DISCLAIMER: I only own Ziggy and Jeff, and I most certainly do not own D.C., though The Smithsonian Museums are some of my all-time fave hang-out zones.
Mr. Sith Goes to Washington
Real-Life Death Star?
By Ziggy Marshwobbler
On Thursday morning, security guards got quite a shock when Darth Vader himself walked into the security scanning line-up at our airport.
Vader was stopped at the metal detectors. The guards on duty there have sworn to our reporters that never in their entire careers have they heard their wands beep so violently. When one of the guards dared to stop him, it was originally thought that the Sith Lord must have used telekinesis to choke him. However, the guards were informed by a die-hard Star Wars fan and police officer, Jeff Bradley, that it was not the case:
"It's obvious that Darth Vader was using the Force—after all, he's a Sith Lord. Gotta use those midichlorians for something! But I think there were two reasons why he choked the guy: first, because he denied him access. Second, because I bet he could sense that the guy was a die-hard Trekkie."
After Officer Bradley got Vader's autograph and a picture with the worst villain in the Galaxy, the policeman showed his ID and "requested" that the Sith Lord be able to get on his plane. It was certainly not the pleas of a prospective Jedi, but rather the fear of sharing their colleague's fate, which pressed the guards to allow Vader to pass.
Ten minutes later, Vader had passed through passport control and received his luggage from the carousel, all with the help of one megafan and some exceptional Force skills. No doubt using his same assets, Darth Vader checked into
the Marriot Hotel in the afternoon. We have been informed by some of the biggest Star Wars fans in the city that he was most likely to have spent the night watching the Space Channel—maybe Star Trek so that he could try and force-choke Kirk—or the Cartoon Network if Star Wars: The Clone Wars was airing. Bradley also commented that he is probably impatient for the Season Two premiere.
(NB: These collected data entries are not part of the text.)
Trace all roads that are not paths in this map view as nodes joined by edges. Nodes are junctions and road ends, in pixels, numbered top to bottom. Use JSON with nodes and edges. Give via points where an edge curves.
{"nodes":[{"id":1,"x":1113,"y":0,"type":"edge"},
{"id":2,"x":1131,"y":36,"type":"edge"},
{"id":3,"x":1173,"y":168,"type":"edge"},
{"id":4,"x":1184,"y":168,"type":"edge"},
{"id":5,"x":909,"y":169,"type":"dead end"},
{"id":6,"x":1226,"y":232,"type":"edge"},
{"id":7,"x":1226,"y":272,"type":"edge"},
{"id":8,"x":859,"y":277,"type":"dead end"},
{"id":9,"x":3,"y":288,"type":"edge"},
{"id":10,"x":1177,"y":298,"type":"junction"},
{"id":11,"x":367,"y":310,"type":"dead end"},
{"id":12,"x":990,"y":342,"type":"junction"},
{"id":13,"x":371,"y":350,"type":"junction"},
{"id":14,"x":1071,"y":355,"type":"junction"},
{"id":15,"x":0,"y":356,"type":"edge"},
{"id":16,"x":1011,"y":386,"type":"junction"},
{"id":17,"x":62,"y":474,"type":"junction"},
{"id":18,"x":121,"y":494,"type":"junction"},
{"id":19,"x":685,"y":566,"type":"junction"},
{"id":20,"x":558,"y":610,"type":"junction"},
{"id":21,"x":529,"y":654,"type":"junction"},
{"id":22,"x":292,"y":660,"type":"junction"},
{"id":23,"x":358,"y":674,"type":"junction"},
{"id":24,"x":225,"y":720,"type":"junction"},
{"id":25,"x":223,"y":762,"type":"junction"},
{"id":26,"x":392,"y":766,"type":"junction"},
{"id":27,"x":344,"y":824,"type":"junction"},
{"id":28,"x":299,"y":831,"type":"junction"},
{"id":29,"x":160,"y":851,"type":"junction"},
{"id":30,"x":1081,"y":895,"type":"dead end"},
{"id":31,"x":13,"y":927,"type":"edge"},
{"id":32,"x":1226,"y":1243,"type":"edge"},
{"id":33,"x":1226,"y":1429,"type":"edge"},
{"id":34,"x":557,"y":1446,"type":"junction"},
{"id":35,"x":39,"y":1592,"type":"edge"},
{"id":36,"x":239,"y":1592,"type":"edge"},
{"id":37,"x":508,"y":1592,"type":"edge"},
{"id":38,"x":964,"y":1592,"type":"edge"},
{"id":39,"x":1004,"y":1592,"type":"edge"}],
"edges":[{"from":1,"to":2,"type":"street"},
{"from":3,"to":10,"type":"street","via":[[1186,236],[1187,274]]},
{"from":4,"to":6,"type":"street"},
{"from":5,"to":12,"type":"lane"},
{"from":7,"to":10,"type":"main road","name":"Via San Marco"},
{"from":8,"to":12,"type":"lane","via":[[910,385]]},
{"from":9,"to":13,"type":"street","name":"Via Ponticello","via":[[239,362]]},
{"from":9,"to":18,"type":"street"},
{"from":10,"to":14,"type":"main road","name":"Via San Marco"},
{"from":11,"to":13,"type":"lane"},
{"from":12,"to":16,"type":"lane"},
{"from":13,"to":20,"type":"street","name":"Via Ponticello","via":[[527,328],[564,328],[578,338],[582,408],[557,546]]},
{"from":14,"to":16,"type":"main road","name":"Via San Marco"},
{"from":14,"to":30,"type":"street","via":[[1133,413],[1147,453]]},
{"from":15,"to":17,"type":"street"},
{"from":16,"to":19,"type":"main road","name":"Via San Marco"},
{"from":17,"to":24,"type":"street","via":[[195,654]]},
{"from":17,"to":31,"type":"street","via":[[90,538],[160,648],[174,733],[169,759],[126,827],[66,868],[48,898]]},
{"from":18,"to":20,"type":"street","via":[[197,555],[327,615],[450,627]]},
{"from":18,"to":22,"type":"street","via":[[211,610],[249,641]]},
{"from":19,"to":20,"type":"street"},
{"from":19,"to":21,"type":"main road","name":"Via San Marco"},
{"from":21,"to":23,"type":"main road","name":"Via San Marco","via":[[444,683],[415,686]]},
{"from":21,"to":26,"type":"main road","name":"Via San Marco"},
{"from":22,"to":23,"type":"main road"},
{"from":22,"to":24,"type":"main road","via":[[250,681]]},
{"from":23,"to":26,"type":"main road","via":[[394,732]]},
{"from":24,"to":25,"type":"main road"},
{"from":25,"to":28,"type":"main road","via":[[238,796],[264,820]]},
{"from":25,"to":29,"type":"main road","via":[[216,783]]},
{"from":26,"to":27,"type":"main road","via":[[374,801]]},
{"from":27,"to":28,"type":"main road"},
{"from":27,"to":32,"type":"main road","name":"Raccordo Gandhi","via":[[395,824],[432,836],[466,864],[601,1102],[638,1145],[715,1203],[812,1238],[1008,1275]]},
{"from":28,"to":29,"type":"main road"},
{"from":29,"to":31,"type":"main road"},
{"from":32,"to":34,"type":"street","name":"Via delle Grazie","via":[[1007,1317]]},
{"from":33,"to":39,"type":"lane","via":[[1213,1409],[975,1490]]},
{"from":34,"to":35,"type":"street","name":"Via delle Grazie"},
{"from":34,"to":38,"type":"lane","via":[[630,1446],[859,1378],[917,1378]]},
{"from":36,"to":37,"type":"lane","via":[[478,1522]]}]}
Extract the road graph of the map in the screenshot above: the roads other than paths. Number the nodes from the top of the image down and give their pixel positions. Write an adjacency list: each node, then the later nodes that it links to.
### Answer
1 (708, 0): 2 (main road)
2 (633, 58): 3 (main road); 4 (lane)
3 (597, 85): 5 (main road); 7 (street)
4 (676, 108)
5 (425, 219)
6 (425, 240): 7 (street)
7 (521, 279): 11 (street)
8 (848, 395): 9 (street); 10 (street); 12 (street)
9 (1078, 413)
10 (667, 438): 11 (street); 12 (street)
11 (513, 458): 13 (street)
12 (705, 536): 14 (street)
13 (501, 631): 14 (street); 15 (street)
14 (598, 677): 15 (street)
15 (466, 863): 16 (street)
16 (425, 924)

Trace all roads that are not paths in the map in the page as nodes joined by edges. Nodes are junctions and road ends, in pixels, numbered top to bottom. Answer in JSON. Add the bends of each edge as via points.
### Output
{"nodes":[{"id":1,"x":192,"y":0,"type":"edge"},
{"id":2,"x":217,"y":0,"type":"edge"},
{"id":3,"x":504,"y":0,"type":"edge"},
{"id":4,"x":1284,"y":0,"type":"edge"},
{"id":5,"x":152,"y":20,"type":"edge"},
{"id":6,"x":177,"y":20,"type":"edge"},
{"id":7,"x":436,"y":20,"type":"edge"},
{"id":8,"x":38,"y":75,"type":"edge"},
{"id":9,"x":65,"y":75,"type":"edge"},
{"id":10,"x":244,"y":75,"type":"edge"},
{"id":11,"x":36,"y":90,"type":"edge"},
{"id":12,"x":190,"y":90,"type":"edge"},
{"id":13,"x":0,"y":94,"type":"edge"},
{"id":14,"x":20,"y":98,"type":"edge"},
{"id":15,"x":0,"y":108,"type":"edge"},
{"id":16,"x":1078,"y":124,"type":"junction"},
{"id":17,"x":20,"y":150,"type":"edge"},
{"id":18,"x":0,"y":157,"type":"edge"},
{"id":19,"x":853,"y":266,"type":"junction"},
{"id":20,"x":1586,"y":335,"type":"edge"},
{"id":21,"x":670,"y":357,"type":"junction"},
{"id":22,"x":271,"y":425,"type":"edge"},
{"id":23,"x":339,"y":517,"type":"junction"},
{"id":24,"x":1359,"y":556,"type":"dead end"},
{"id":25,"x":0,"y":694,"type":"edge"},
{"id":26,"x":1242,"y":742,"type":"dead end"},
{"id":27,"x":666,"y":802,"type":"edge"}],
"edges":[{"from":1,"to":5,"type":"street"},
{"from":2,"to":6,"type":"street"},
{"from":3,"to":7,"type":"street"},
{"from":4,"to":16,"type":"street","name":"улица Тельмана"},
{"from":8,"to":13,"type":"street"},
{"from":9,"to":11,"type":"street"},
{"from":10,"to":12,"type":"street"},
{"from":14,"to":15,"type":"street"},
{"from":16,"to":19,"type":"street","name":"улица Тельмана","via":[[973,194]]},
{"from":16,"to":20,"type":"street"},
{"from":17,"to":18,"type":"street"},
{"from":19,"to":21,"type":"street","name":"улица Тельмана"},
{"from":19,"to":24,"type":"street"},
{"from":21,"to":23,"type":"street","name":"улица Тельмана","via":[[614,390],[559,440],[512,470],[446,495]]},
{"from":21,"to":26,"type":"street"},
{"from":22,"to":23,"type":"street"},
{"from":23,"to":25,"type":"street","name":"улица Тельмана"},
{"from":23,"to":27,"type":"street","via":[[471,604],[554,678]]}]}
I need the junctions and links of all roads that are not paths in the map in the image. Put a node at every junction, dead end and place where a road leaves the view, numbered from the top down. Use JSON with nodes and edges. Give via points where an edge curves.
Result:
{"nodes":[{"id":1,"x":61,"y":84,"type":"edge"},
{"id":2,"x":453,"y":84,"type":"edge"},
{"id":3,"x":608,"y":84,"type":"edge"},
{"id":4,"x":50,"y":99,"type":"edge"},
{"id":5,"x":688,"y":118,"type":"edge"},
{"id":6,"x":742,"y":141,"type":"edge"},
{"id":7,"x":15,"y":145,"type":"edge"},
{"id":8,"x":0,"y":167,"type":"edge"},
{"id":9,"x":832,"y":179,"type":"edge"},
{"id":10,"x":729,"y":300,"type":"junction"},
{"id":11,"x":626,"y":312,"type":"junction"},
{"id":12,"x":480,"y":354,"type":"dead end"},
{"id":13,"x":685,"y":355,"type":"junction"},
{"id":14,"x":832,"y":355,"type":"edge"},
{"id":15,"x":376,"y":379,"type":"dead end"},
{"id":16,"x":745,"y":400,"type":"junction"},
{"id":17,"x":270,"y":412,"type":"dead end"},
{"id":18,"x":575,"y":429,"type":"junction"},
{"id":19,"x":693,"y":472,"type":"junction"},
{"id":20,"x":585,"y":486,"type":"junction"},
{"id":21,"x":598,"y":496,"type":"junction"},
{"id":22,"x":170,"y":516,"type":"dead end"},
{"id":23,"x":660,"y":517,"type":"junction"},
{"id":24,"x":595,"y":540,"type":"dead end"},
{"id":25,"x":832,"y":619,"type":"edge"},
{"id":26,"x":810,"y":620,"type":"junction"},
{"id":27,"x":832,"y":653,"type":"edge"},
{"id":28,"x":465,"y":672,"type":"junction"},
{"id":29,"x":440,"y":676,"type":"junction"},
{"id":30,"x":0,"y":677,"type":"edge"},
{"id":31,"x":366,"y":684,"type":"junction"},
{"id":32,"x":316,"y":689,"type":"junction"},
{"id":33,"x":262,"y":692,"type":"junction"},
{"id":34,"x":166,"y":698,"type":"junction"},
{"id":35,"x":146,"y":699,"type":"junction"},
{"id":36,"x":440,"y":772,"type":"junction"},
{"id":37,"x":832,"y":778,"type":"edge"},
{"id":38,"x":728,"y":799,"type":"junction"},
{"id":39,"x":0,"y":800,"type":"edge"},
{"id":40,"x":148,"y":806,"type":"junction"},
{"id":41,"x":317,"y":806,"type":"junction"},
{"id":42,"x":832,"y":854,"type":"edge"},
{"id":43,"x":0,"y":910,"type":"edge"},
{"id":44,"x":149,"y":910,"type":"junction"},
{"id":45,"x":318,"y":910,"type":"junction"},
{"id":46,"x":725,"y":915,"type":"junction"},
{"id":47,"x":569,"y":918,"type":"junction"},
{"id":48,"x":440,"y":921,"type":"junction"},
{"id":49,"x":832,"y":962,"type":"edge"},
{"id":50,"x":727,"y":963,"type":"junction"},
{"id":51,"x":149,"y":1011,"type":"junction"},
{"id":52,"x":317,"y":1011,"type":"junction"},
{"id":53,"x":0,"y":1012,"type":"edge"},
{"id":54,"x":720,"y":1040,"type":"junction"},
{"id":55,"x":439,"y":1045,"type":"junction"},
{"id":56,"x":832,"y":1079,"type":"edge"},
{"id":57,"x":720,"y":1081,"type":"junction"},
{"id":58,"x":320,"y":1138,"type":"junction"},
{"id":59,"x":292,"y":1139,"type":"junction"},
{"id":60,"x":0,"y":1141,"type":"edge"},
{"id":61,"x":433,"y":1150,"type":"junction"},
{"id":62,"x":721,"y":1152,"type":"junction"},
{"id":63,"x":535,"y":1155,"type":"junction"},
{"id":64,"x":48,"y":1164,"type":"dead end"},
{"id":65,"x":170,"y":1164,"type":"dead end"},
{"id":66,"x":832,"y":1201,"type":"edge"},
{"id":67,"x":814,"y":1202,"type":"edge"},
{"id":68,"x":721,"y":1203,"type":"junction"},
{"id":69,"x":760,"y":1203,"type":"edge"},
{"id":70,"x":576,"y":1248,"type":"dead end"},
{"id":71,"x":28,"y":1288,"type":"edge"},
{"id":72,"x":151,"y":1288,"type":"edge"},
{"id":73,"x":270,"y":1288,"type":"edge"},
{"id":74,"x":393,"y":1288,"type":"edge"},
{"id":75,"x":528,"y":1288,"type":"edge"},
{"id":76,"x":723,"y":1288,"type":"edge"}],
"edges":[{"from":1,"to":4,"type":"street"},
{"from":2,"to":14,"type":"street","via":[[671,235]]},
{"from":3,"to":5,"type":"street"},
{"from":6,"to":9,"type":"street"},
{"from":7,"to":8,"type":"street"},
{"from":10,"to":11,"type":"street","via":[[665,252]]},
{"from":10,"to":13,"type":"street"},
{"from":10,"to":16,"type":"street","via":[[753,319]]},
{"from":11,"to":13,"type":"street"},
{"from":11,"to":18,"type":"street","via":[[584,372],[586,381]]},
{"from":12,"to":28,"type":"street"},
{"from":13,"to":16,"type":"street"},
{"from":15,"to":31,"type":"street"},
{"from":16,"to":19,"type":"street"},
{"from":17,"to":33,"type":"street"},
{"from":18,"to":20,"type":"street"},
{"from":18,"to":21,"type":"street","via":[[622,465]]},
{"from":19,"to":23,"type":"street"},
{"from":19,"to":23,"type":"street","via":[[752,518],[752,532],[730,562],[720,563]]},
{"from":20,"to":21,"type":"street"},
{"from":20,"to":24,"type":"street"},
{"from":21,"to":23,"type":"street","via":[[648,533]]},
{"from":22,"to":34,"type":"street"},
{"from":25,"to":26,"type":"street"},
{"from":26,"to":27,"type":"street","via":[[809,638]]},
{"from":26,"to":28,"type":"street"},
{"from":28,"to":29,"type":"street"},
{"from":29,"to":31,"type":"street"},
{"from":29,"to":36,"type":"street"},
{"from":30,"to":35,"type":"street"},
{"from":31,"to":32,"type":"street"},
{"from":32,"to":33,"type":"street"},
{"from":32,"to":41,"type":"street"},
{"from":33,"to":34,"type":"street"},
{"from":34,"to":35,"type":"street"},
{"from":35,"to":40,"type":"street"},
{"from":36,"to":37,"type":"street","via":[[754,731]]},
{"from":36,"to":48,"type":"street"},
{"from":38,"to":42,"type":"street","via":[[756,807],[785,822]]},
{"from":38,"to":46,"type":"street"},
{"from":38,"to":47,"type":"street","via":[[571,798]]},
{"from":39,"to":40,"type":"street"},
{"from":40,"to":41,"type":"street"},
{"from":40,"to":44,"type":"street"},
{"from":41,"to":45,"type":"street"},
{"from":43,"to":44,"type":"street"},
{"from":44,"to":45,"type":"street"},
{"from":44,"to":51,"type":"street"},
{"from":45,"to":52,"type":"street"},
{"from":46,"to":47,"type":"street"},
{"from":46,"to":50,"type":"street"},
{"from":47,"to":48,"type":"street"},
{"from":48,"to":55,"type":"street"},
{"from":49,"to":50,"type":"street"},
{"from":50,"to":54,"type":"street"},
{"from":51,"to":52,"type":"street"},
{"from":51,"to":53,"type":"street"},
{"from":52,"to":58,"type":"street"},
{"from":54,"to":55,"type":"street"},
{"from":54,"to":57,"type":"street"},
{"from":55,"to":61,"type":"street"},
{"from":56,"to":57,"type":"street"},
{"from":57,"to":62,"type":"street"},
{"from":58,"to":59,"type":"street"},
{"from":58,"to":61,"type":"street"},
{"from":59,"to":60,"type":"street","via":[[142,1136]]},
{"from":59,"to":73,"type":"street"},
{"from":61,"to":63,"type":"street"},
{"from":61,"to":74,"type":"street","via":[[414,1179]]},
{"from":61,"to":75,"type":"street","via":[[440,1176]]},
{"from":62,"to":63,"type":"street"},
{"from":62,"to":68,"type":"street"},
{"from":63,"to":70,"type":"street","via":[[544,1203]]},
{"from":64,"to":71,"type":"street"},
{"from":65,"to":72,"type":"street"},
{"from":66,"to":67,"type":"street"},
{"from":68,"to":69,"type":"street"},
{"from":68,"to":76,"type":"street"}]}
The next morning, a representative from the 501st (The 501st Legion of Star Wars Fan Costumers of Washington, D.C.) paid a visit to Darth Vader in an authentic stormtrooper outfit. The Dark Lord immediately mistook the man for one of his own troops and sent him on a mission to frequent an available snack stand, and get two hot dogs, blended into a smoothie so that he could sip it through his breath screen.
After eating—or drinking—breakfast, Vader called for a cab and took a drive to the Senate building. One of the senators told us that he was shocked that the senator's desks were not elevated, floating, and drivable. The Sith proceeded to make a motion, much to the dismay of the other senators—regarding the construction of a giant superweapon, namely, Death Star III.
Although some of the senators were in favor of the motion—no doubt under the impression that it would make them immune to any nuclear missile attacks, the motion was defeated and the Dark Lord was sent to "the clink." Although Bradley has been interviewed on the matter, he has no idea how many years Vader will remain there. So, huge hoax, publicity stunt, or crazy truth? You decide.